◆ What needs to be done ◆
Where the records below have a line with "setpagedevice", that line is to be copied.

◆ Data shown ◆
● ● ●

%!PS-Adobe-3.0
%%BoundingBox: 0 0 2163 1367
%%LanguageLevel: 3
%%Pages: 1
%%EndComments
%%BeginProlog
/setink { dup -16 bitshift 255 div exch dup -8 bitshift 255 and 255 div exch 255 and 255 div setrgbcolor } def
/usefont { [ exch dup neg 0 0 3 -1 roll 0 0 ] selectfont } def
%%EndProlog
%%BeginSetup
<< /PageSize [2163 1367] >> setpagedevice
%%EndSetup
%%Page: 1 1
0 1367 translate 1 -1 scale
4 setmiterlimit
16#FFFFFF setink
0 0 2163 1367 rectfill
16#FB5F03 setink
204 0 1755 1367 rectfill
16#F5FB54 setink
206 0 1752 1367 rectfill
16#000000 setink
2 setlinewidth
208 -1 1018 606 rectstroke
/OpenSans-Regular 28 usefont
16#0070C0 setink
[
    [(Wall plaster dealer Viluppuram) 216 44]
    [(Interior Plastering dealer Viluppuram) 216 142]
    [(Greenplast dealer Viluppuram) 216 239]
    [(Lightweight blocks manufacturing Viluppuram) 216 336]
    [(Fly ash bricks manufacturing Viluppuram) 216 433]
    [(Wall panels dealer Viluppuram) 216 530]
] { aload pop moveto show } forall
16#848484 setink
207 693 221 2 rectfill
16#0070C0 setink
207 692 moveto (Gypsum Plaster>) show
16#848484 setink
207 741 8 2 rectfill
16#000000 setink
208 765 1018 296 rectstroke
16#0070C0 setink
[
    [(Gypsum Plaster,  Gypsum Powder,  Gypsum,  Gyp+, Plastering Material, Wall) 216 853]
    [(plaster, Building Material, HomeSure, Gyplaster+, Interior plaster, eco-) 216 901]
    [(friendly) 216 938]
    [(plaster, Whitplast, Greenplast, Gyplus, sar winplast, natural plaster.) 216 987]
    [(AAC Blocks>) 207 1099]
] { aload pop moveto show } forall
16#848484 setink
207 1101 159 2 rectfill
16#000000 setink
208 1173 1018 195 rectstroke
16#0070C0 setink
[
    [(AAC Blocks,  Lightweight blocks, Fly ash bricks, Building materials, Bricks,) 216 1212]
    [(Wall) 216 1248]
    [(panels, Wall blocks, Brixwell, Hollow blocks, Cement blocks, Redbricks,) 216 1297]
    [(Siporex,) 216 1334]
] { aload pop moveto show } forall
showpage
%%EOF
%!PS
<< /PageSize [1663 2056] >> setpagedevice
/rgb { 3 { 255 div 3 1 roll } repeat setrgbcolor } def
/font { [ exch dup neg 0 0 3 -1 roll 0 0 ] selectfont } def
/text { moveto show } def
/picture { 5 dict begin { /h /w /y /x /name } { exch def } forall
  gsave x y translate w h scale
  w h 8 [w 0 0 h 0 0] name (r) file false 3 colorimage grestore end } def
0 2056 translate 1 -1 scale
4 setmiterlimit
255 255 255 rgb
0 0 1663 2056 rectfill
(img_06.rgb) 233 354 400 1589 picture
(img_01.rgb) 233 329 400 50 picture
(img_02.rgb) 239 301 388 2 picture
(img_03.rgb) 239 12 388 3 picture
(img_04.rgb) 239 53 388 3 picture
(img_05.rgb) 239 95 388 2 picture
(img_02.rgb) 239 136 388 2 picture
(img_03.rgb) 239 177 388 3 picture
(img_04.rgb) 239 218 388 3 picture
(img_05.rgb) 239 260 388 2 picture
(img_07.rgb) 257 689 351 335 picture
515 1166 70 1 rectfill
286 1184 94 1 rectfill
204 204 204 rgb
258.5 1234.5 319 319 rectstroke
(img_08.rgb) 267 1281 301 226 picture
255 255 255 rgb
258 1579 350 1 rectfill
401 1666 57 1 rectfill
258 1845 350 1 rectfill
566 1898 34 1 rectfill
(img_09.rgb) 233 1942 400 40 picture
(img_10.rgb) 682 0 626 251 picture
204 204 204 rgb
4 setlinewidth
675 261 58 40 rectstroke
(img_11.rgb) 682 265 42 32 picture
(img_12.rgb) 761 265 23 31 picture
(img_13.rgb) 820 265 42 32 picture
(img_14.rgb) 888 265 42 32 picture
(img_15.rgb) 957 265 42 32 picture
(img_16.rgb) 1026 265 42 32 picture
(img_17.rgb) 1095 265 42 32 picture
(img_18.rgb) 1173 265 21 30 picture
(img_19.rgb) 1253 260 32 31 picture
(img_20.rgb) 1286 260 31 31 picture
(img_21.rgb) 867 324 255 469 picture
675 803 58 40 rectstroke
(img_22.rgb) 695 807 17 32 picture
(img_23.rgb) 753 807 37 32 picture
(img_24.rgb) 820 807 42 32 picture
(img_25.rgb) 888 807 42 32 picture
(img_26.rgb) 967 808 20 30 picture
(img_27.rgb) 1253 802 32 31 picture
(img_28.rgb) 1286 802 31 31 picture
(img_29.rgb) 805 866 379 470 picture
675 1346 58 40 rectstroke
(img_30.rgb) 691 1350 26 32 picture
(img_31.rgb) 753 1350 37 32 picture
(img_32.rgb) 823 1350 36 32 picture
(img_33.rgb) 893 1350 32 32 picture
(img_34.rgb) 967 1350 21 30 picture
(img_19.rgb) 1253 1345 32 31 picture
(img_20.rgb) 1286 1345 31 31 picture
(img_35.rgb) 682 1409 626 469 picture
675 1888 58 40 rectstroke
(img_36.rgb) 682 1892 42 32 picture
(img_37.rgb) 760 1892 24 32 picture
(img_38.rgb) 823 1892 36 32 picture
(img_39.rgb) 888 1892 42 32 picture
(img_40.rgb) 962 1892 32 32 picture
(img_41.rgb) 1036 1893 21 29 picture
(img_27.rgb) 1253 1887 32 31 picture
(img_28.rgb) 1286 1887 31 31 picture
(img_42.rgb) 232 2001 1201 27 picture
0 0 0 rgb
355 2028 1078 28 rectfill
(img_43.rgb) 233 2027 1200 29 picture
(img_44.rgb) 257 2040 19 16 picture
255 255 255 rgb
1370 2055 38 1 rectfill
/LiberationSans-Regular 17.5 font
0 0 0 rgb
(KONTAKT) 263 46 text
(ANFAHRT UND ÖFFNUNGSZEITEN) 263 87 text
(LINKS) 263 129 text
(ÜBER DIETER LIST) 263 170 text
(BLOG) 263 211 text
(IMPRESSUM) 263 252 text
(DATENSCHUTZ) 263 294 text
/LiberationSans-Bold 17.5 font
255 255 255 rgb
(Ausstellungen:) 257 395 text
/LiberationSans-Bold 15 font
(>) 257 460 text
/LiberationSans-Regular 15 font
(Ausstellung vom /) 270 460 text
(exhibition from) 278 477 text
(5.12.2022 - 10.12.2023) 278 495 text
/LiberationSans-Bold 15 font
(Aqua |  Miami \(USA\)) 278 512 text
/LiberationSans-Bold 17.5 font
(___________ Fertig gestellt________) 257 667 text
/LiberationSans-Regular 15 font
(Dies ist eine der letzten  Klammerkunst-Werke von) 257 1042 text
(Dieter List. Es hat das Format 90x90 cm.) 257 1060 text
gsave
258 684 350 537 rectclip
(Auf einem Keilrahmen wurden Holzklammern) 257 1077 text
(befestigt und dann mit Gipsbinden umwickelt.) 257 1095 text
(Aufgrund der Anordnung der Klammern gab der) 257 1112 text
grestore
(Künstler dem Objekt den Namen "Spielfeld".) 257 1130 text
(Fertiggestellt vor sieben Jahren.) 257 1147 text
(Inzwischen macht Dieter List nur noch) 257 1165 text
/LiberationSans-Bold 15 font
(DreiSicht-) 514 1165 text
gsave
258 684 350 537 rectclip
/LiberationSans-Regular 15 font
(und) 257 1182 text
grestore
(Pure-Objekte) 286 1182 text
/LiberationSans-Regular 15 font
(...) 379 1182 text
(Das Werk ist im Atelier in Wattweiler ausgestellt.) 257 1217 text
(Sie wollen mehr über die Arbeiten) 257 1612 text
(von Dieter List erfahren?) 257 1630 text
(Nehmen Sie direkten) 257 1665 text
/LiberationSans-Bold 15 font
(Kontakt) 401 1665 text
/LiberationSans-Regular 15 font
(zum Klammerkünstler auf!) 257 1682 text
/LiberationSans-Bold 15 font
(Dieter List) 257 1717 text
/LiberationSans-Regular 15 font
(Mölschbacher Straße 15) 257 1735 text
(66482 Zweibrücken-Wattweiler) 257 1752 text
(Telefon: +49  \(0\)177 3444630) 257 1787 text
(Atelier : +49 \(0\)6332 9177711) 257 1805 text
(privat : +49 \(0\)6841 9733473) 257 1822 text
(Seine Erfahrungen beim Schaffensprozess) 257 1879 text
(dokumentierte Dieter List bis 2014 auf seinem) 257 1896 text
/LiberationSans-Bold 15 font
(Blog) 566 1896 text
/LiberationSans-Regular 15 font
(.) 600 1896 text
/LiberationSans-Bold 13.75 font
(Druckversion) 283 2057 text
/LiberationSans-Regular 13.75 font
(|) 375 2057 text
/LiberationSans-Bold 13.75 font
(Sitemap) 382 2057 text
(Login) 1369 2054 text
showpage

● ● ●

◆ Exercise solution ◆
<< /PageSize [2163 1367] >> setpagedevice
<< /PageSize [1663 2056] >> setpagedevice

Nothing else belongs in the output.